TEXAS COUNTRY REPORTER HOSTS HEADLINE HSU ROUND TABLE
By LORETTA FULTON
Bob and Kelli Phillips, co-hosts of the popular TV series, Texas Country Reporter, will bring their observations and insights from years of traveling the state to Abilene March 26 for the annual Hardin-Simmons University Round Table Scholarship Luncheon.
The luncheon will be held 11:30 a.m.-1 p.m. at the Abilene Country Club, 4039 Treadaway Blvd. Individual tickets are $35. Ticket and table sponsorship deadline is March 12. To make reservations and sponsorship information, go to https://connect.hsutx.edu/hsuroundtable
In addition to the presentation by Bob and Kelli Phillips, the Woman of Virtue Award and a scholarship winner will be presented. The Virtue Award goes to a woman ”who has exhibited exemplary leadership within her sphere of influence, who has exhibited fiscal, emotional or physical support to the ongoing of Hardin-Simmons University, and who represents Christian values and beliefs foundational to HSU,” according to publicity.
The scholarship winner must be entering her junior year at Hardin-Simmons the upcoming fall semester and have maintained a 3.0 grade point average since beginning her freshman year at HSU.
Bob and Kelli married in 2007 and she joined Bob on the road in September 2015. “Since 1972, Bob has traveled the backroads and told the stories of real Texans – ordinary people doing extraordinary things, according to the website, http://texascountryreporter.com. “Texas Country Reporter celebrates the history, emotion and beauty that make Texas and Texans so unique.”

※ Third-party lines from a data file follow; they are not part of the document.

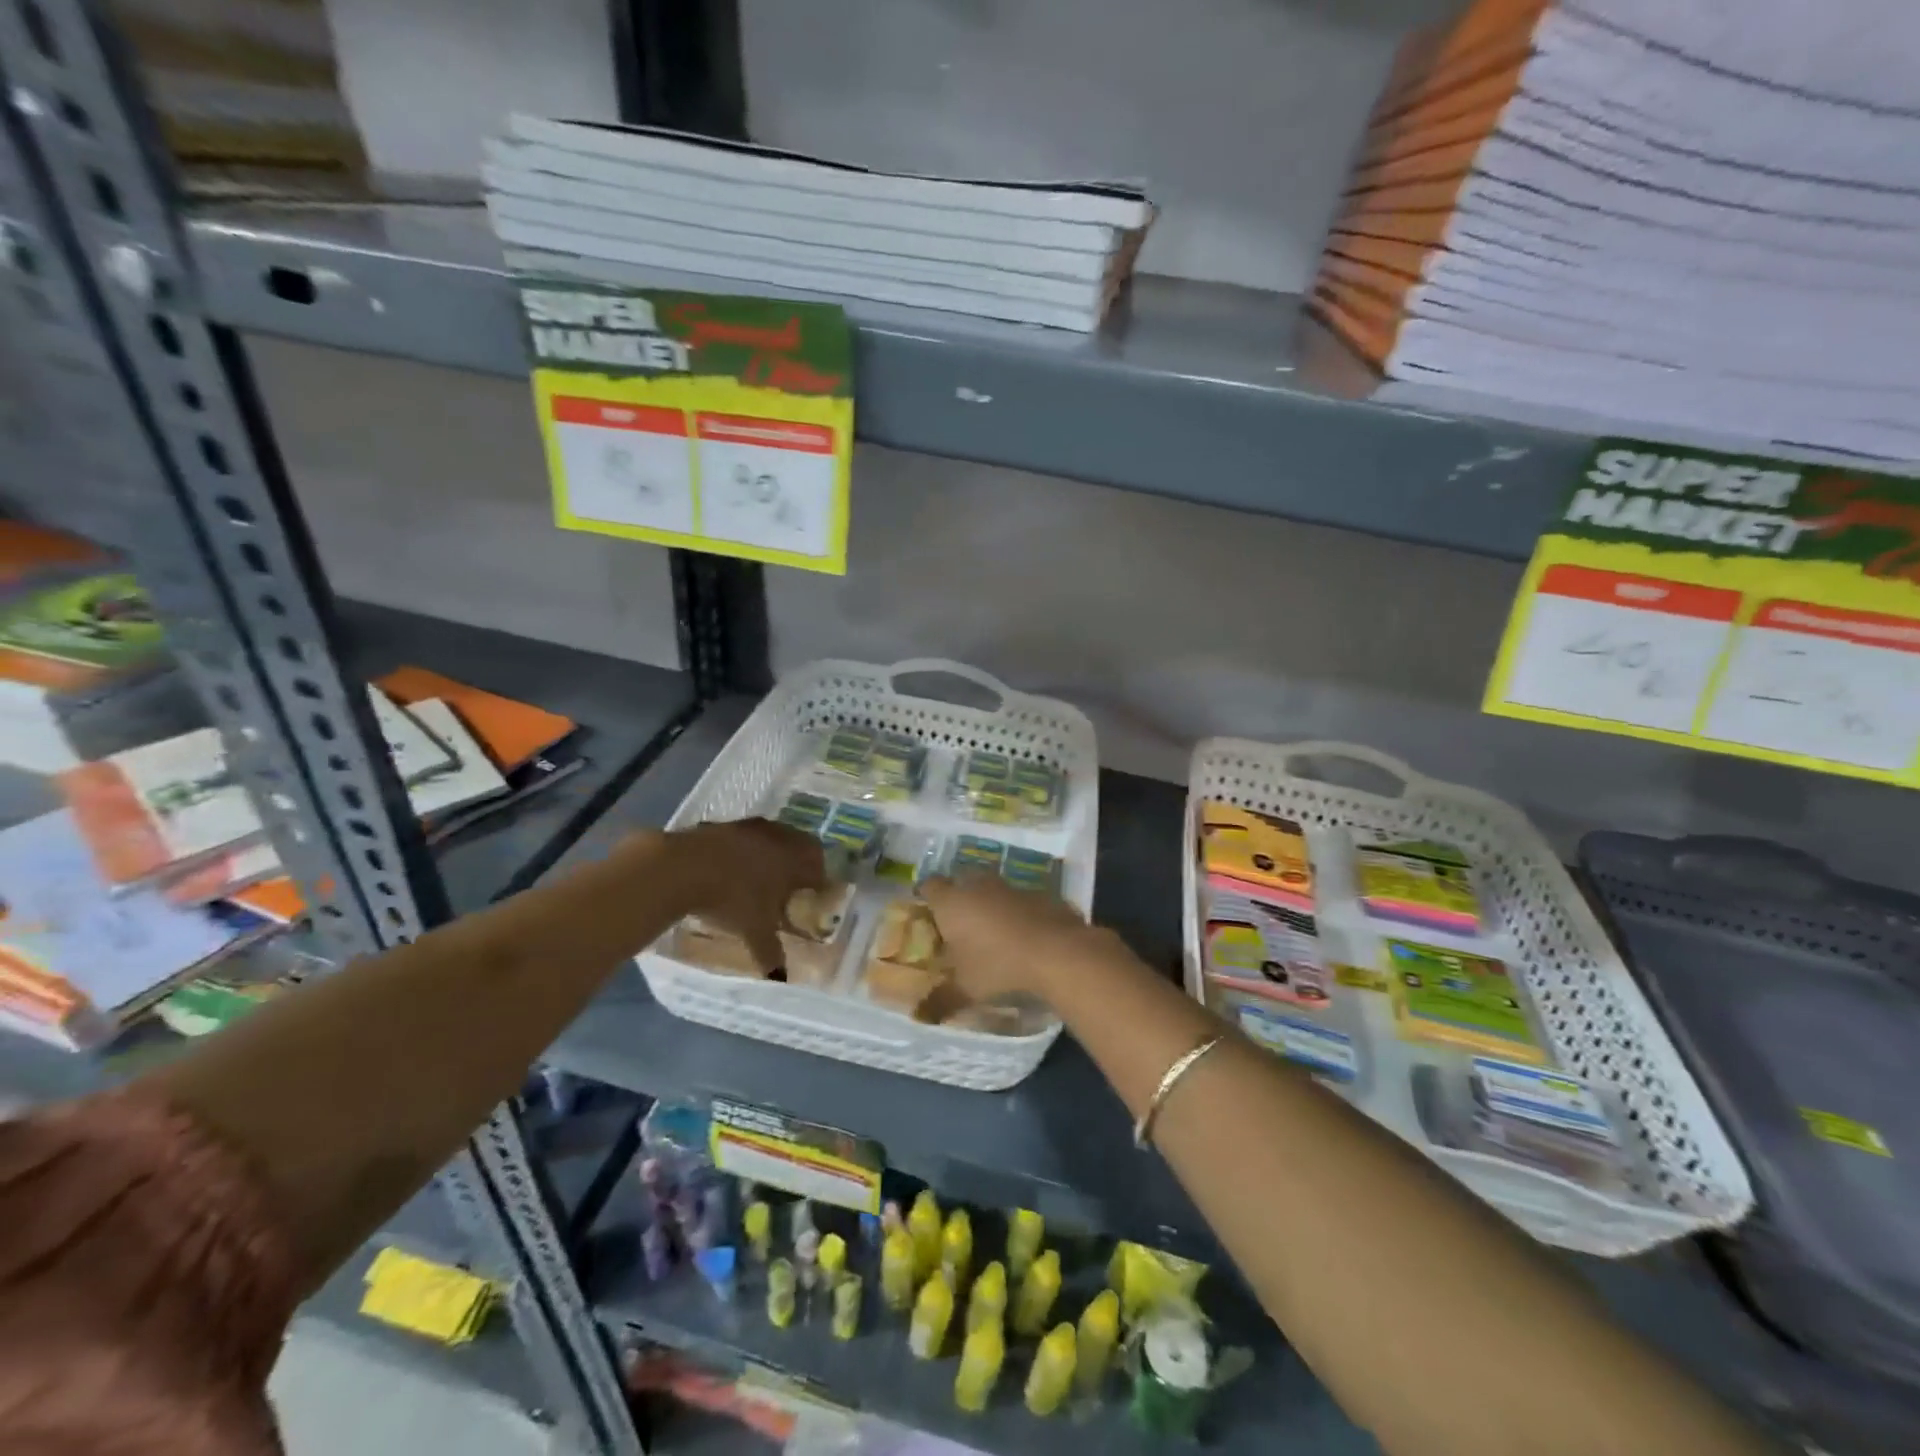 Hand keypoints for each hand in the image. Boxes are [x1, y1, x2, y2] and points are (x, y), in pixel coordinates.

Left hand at [669, 819, 826, 973]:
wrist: (684, 867)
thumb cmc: (732, 899)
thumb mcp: (754, 930)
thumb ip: (771, 952)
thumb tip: (781, 979)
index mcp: (795, 860)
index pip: (819, 868)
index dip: (819, 882)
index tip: (814, 895)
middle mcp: (779, 838)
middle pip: (800, 846)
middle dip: (800, 863)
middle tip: (793, 884)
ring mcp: (750, 828)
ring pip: (773, 837)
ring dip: (773, 852)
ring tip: (762, 874)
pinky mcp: (724, 824)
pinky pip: (745, 836)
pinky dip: (746, 849)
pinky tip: (732, 866)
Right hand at [920, 872, 1095, 1004]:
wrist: (1055, 951)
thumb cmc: (997, 966)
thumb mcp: (965, 989)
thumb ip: (941, 999)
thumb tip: (923, 1013)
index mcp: (951, 902)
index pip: (930, 886)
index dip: (927, 897)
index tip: (929, 913)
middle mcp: (978, 886)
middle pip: (962, 882)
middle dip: (960, 899)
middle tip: (960, 924)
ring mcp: (1010, 886)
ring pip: (992, 889)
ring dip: (990, 904)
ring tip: (993, 933)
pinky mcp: (1038, 893)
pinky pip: (1019, 900)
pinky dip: (1017, 912)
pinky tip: (1023, 935) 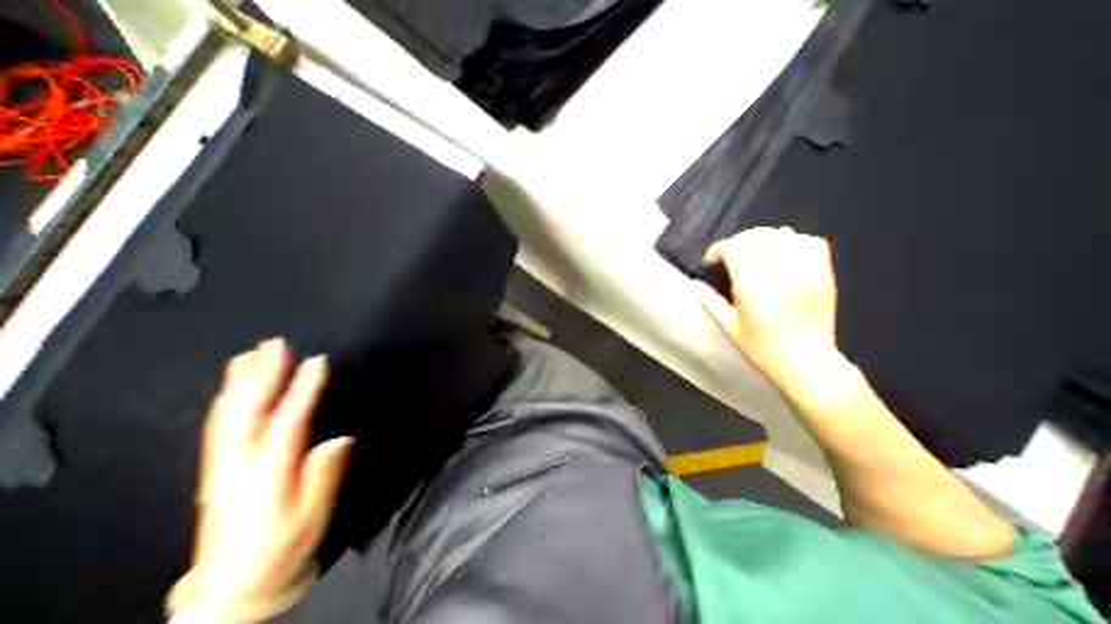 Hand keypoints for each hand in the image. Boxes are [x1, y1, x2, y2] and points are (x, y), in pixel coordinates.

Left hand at [175, 340, 351, 608]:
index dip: (304, 389)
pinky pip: (218, 427)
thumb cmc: (283, 545)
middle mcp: (239, 463)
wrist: (234, 585)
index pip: (289, 420)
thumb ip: (325, 473)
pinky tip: (231, 389)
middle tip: (274, 345)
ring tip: (250, 355)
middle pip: (249, 411)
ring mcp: (222, 466)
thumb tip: (341, 438)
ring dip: (240, 382)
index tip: (317, 362)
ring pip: (227, 415)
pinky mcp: (215, 471)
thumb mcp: (313, 513)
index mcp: (269, 471)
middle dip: (262, 374)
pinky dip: (226, 401)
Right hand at [692, 230, 841, 392]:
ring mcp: (806, 272)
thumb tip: (693, 284)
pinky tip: (784, 255)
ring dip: (764, 239)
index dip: (719, 249)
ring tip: (757, 254)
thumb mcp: (728, 327)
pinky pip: (811, 242)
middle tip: (732, 256)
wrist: (807, 364)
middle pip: (758, 235)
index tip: (713, 261)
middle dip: (739, 241)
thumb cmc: (762, 349)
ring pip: (784, 234)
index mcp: (753, 288)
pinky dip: (794, 242)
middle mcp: (780, 274)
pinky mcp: (823, 275)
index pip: (735, 248)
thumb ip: (709, 302)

Kelli was a former news anchor at KFDM television station in Beaumont, where Bob once worked.
The Round Table was founded in the fall of 1910 by Simmons College First Lady, Lucile Sandefer, to cultivate friendships among faculty wives. The first meeting was held around her round dining room table. Under her leadership and business acumen, the women undertook projects that would transform and enhance the campus.
In 1915, they purchased and planted 100 pecan trees, many of which remain on the campus today, and constructed an irrigation system to water the new plantings. In 1919 when electricity first became available to the surrounding community, the HSU Round Table convinced the City Council to install lights on the campus. Their fundraising projects brought the first concert grand piano to campus, and the early club members sponsored several concerts.
In more recent years, the club placed a sundial on the campus lawn and participated in the Millennial Light Project though the purchase of a light outside Moody Center.